DATASET ENTRIES
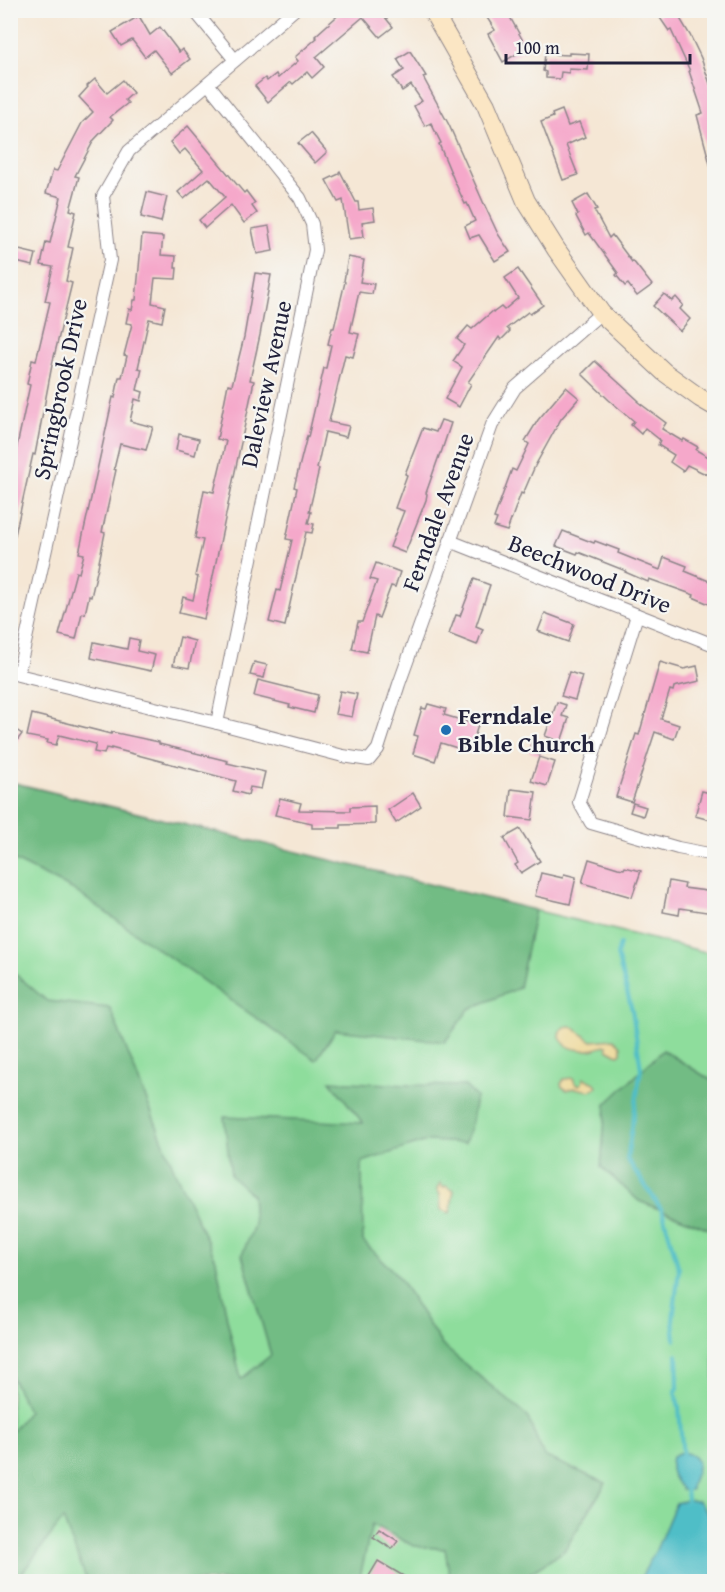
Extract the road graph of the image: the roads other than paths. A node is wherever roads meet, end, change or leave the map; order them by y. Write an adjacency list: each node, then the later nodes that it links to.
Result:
1 (194, 10): 4 (street)
2 (294, 10): 4 (street, Springbrook Drive)
3 (432, 10): 6 (street)
4 (235, 60): 5 (street, Springbrook Drive)
5 (209, 85): 11 (street, Daleview Avenue); 11 (street, Springbrook Drive)
6 (601, 313): 7 (street); 8 (street, Ferndale Avenue)
7 (714, 406)
8 (450, 541): 9 (street, Beechwood Drive); 12 (street, Ferndale Avenue)
9 (637, 615): 10 (street, Beechwood Drive); 13 (street)
10 (714, 645)
11 (217, 723): 12 (street, Springbrook Drive)
12 (369, 760)
13 (714, 855)

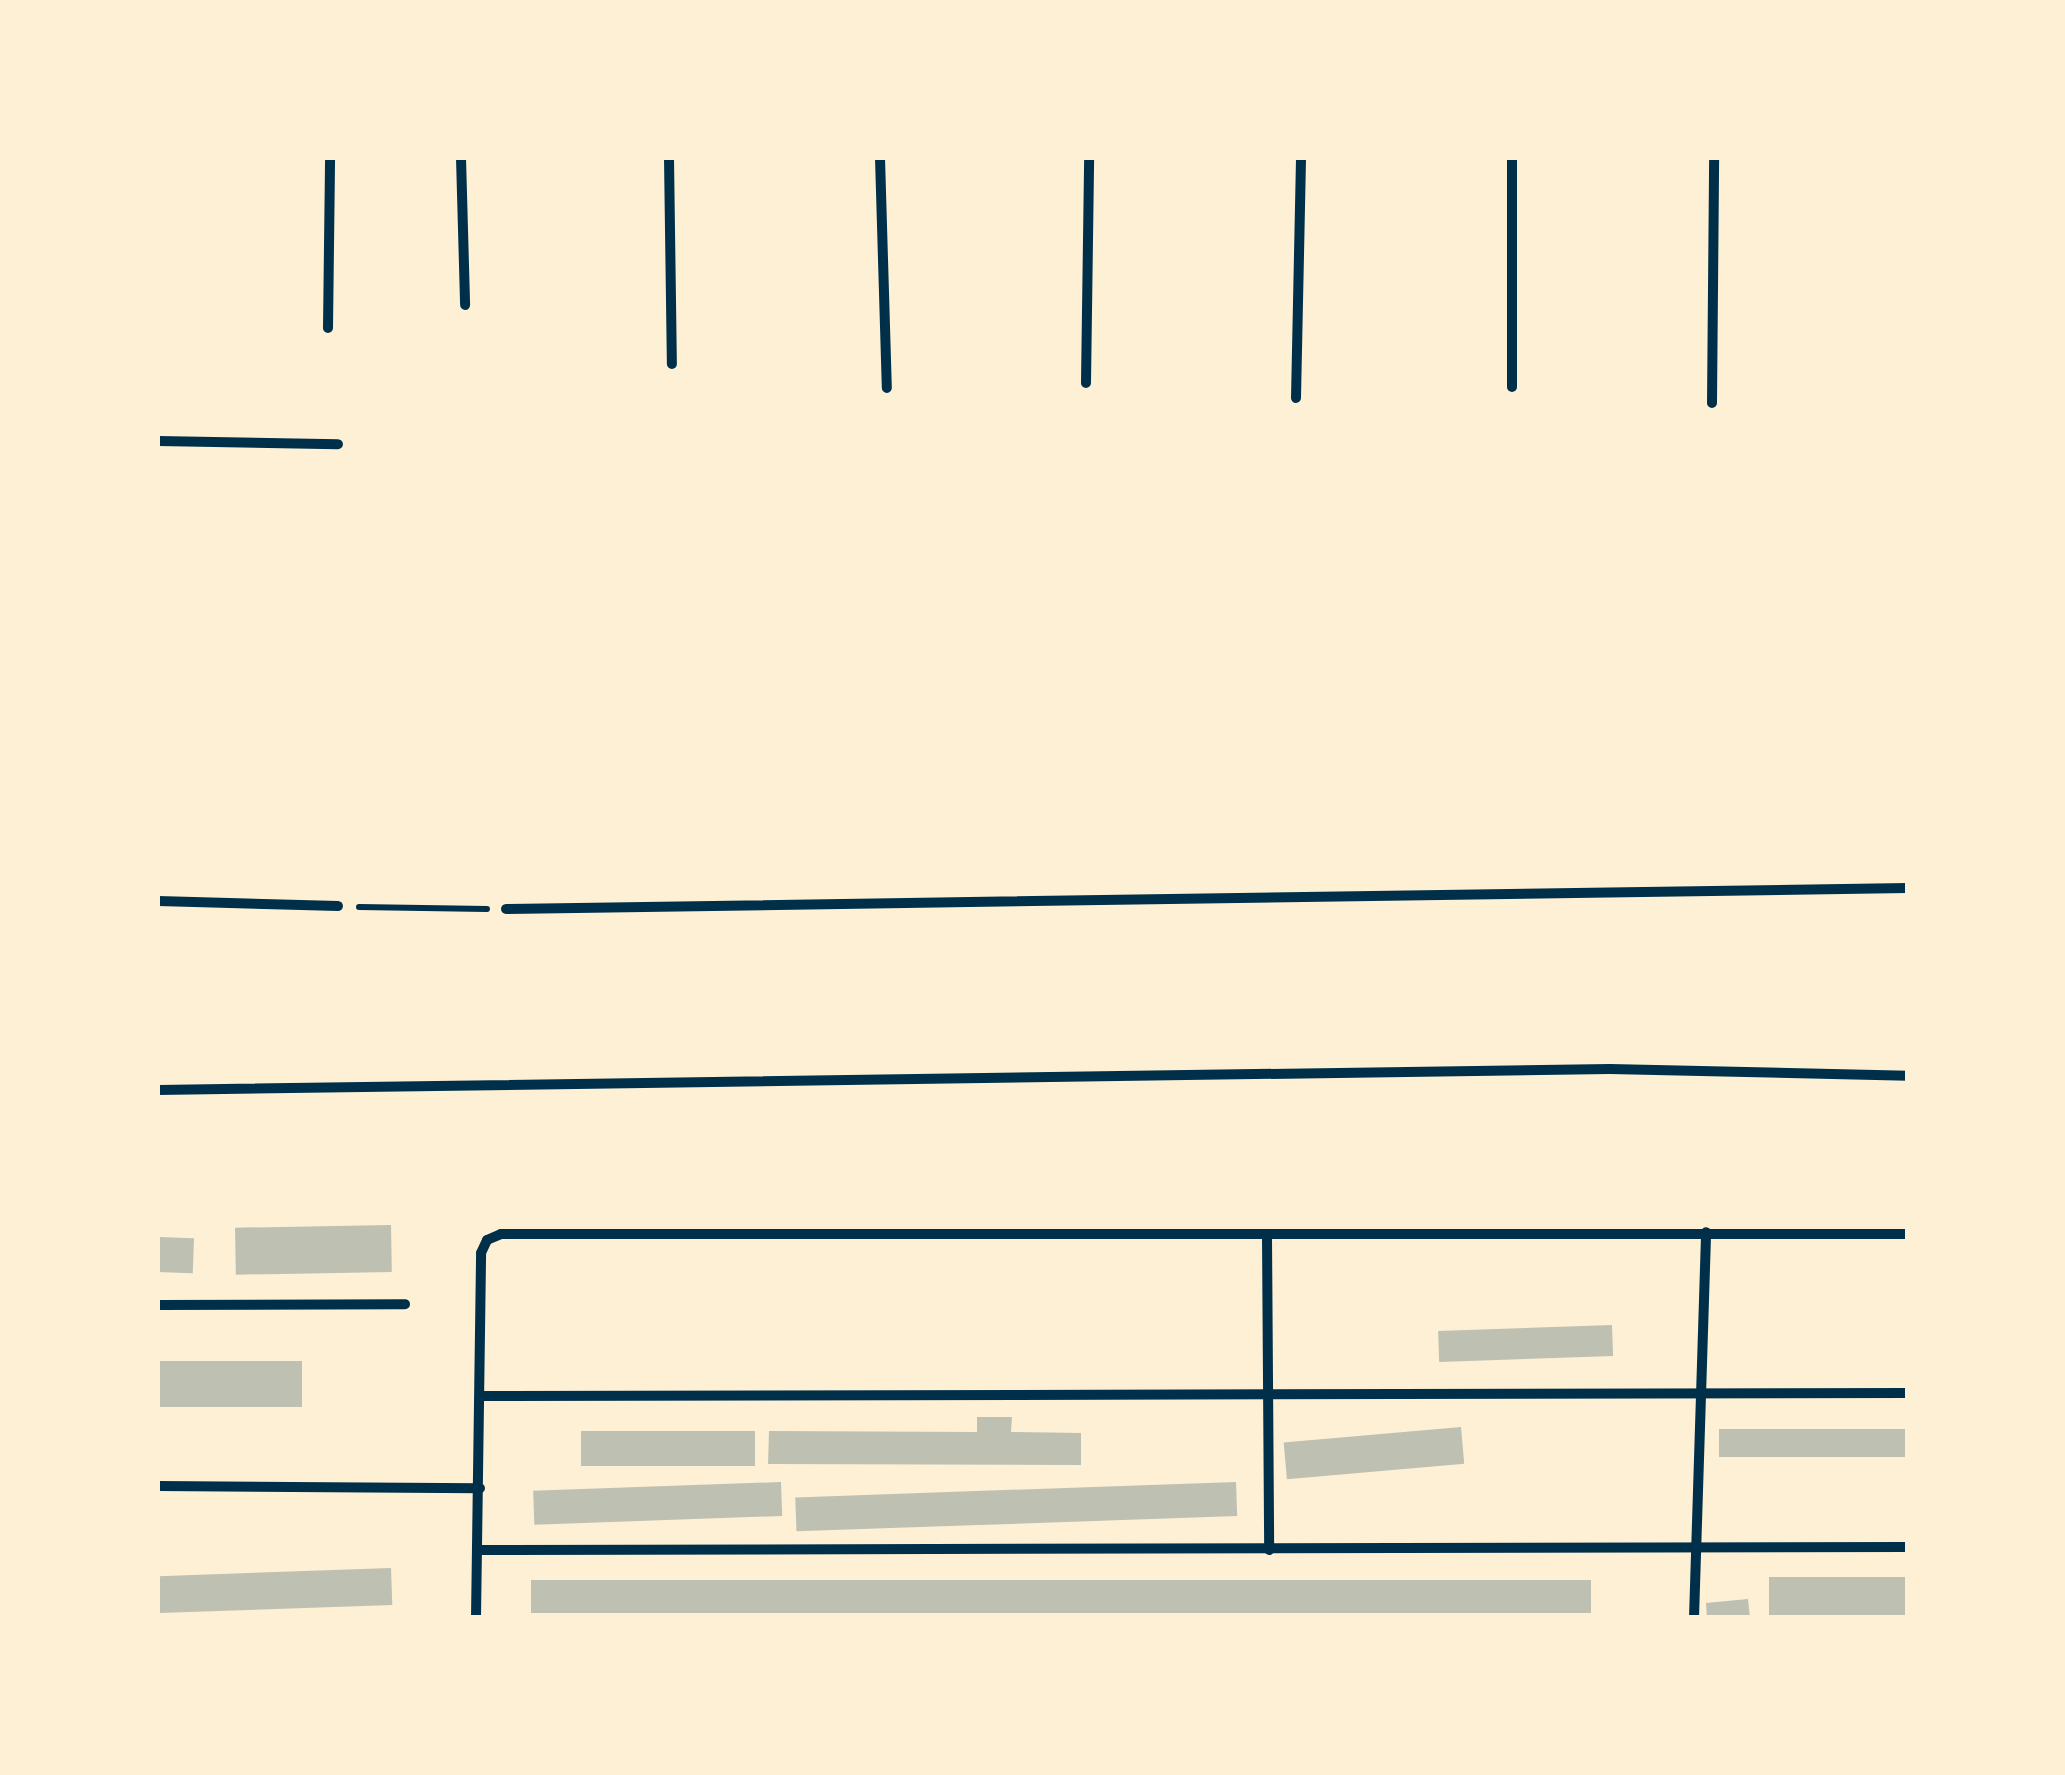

EXERCISE REQUIREMENTS
What I need is every record written out exactly, minus the pictures.

RESPONSE TO THE EXERCISE
Extract the road graph of the image: the roads other than paths. A node is wherever roads meet, end, change or leave the map; order them by y. Write an adjacency list: each node, then the later nodes that it links to.
Result:
1 (194, 10): 4 (street)
2 (294, 10): 4 (street, Springbrook Drive)
3 (432, 10): 6 (street)
4 (235, 60): 5 (street, Springbrook Drive)
5 (209, 85): 11 (street, Daleview Avenue); 11 (street, Springbrook Drive)
6 (601, 313): 7 (street); 8 (street, Ferndale Avenue)
7 (714, 406)
8 (450, 541): 9 (street, Beechwood Drive); 12 (street, Ferndale Avenue)
9 (637, 615): 10 (street, Beechwood Drive); 13 (street)
10 (714, 645)
11 (217, 723): 12 (street, Springbrook Drive)
12 (369, 760)
13 (714, 855)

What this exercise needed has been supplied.